As it happens, our flights were about as good as we possibly could have hoped for with an 18-month-old. She was in a good mood, slept a few hours, paged through some books and ate enough to develop a healthy distrust of airline food. By the end she was even asked for selfies by hosties enamoured with her curly locks and cheeky smile.
Before the flight I had asked a few people for advice on long-haul travel with a toddler. Two themes came up repeatedly: make generous use of Phenergan, and queue up plenty of videos.
For some parents those two had clearly worked well, but I wasn’t sure it was right for us. After all, using a sedative for the first time could be a risky move and does seem a little like using a performance-enhancing drug in the Parenting Olympics. And encouraging Kawaii to zone out in front of a screen would take her a step closer to being the screen zombie I fear.
Flying long-haul with a toddler is a test of character: how far are you willing to compromise your parenting principles for the sake of peace and quiet? It is easy to have all sorts of family rules when you’re in the comfort of your own living room and the only people who need to hear the wails of dissent are you. But when you’re fraying with tiredness, stressed by logistical complications and trying to stay nice with a bunch of strangers, it’s tempting to bend the rules.
In the end we held firm against using a sedative, or even making liberal use of the free-flow chardy on board (for any of us). But we did yield a little on screen time.
Desperate for some quiet and sick of looking for that fucking green sheep, I sat Kawaii in my lap and turned on the screen in front of us. I sifted through countless menus until I finally got to the kids section and scrolled through. The options were high-energy cartoons, epilepsy-inducing action and happy-clappy song-and-dance numbers.

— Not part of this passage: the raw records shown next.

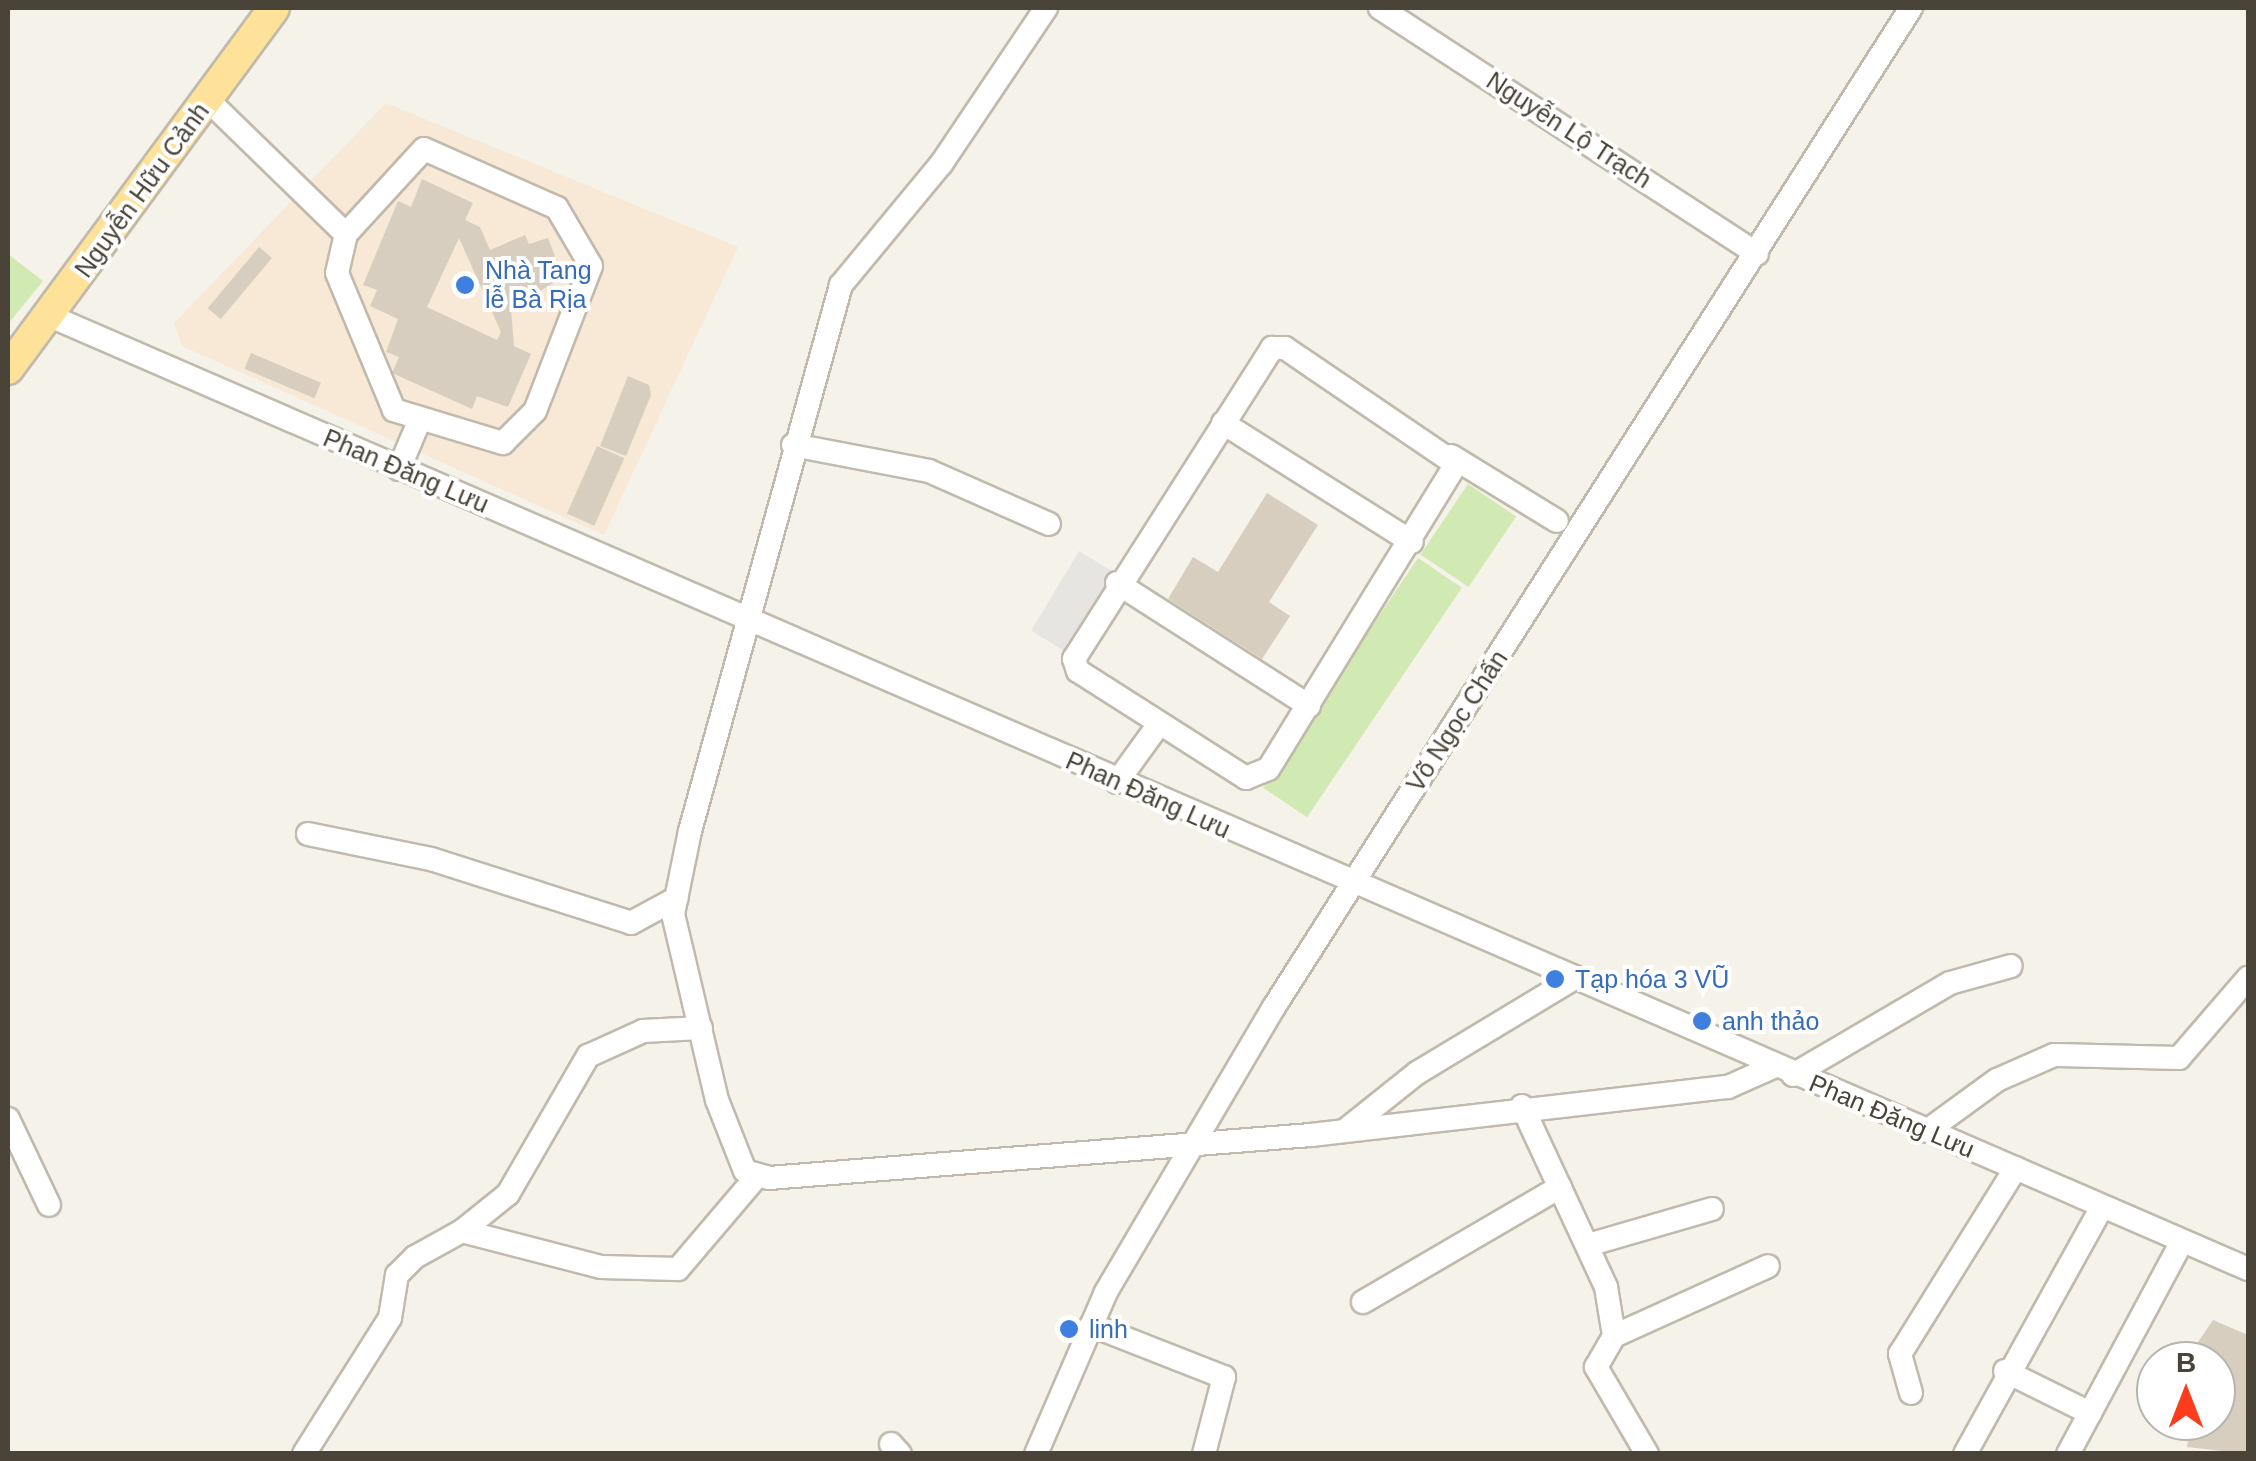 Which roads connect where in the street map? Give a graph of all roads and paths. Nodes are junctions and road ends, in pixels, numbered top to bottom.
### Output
1 (274, 8) edge
2 (1046, 8) edge
3 (1380, 8) edge
4 (1912, 8) edge
5 (208, 100) junction
6 (346, 234) junction
7 (1757, 254) junction
8 (50, 316) junction
9 (8, 369) edge
10 (420, 419) junction
11 (1223, 423) junction
12 (793, 445) junction
13 (1451, 456) junction
14 (400, 468) junction
15 (1557, 522) dead end
16 (1049, 524) dead end
17 (1412, 542) junction
18 (1118, 583) junction
19 (750, 621) junction
20 (1308, 706) junction
21 (1160, 724) junction
22 (1117, 782) junction
23 (308, 834) dead end
24 (1350, 884) junction
25 (677, 898) junction
26 (2010, 966) dead end
27 (2248, 978) edge
28 (1571, 980) junction
29 (701, 1028) junction
30 (1783, 1071) junction
31 (1522, 1106) junction
32 (8, 1119) edge
33 (1346, 1130) junction
34 (1927, 1131) junction
35 (1203, 1140) junction
36 (2016, 1168) junction
37 (758, 1175) junction
38 (1560, 1187) junction
39 (49, 1206) dead end
40 (2102, 1207) junction
41 (1712, 1210) dead end
42 (462, 1231) junction
43 (2182, 1240) junction
44 (1588, 1245) junction
45 (1768, 1266) dead end
46 (2248, 1269) edge
47 (1363, 1302) dead end
48 (1091, 1326) junction
49 (1614, 1336) junction
50 (2004, 1371) junction
51 (1912, 1393) dead end
52 (2090, 1413) junction
53 (304, 1454) edge
54 (1036, 1454) edge
55 (1204, 1454) edge
56 (1646, 1454) edge
57 (1966, 1454) edge
58 (2068, 1454) edge

1 - 5 main road, Nguyễn Hữu Cảnh
2 - 12 street
3 - 7 street, Nguyễn Lộ Trạch
4 - 7 street, Võ Ngọc Chấn
5 - 6 street
5 - 8 main road, Nguyễn Hữu Cảnh
6 - 10 street
6 - 10 street
7 - 24 street, Võ Ngọc Chấn
8 - 9 main road, Nguyễn Hữu Cảnh
8 - 14 street, Phan Đăng Lưu
10 - 14 street
11 - 13 street
11 - 17 street
11 - 18 street
12 - 16 street
12 - 19 street
13 - 15 street
13 - 17 street
14 - 19 street, Phan Đăng Lưu
17 - 20 street
18 - 20 street
18 - 21 street
19 - 22 street, Phan Đăng Lưu
19 - 25 street
20 - 21 street
21 - 22 street
22 - 24 street, Phan Đăng Lưu
23 - 25 street
24 - 28 street, Phan Đăng Lưu
24 - 35 street, Võ Ngọc Chấn
25 - 29 street
26 - 30 street
27 - 34 street
28 - 30 street, Phan Đăng Lưu
28 - 33 street
29 - 37 street
29 - 42 street
30 - 31 street
30 - 34 street, Phan Đăng Lưu
31 - 33 street
31 - 38 street
32 - 39 street
33 - 35 street
34 - 36 street, Phan Đăng Lưu
35 - 37 street
35 - 48 street, Võ Ngọc Chấn
36 - 40 street, Phan Đăng Lưu
36 - 51 street
37 - 42 street
38 - 44 street
38 - 47 street
40 - 43 street, Phan Đăng Lưu
40 - 50 street
41 - 44 street
42 - 53 street
43 - 46 street, Phan Đăng Lưu
43 - 52 street
44 - 49 street
45 - 49 street
48 - 54 street, Võ Ngọc Chấn
48 - 55 street
49 - 56 street
50 - 52 street
50 - 57 street
52 - 58 street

But among them were a couple of gems: Wallace & Grommit in The Wrong Trousers and a Bugs Bunny special featuring the usual suspects in all their politically incorrect glory. Gold. If I was going to let my daughter gawk at a screen for an hour, I was going to expose her to the best bits of television of my own childhood.
Being mid-flight adds an extra degree of difficulty to feeding a toddler. Normally we’re pretty adventurous in what we feed Kawaii, knowing that if she doesn’t like what we offer her that she’s got a pretty effective way of letting us know. Then we sponge it out of our hair and move on.
But try that same strategy in the air, and we could find ourselves wearing some unloved morsels for the rest of the journey, or worse still trying to identify a mysterious squelch each time we adjusted our seat. A safety-first (and dignity-first) strategy demanded that we only offered things we knew she’d like. That left us poking and prodding at our tray, debating the merits of each forkful before we offered it up, like heathens offering sacrifices to appease a vengeful god. Dangerous business, that.
Apart from a few tense moments, Kawaii remained the good kid she always is. We made it through the flights intact, then passed through border control and jumped in the van that would take us to our new home. Then she cracked.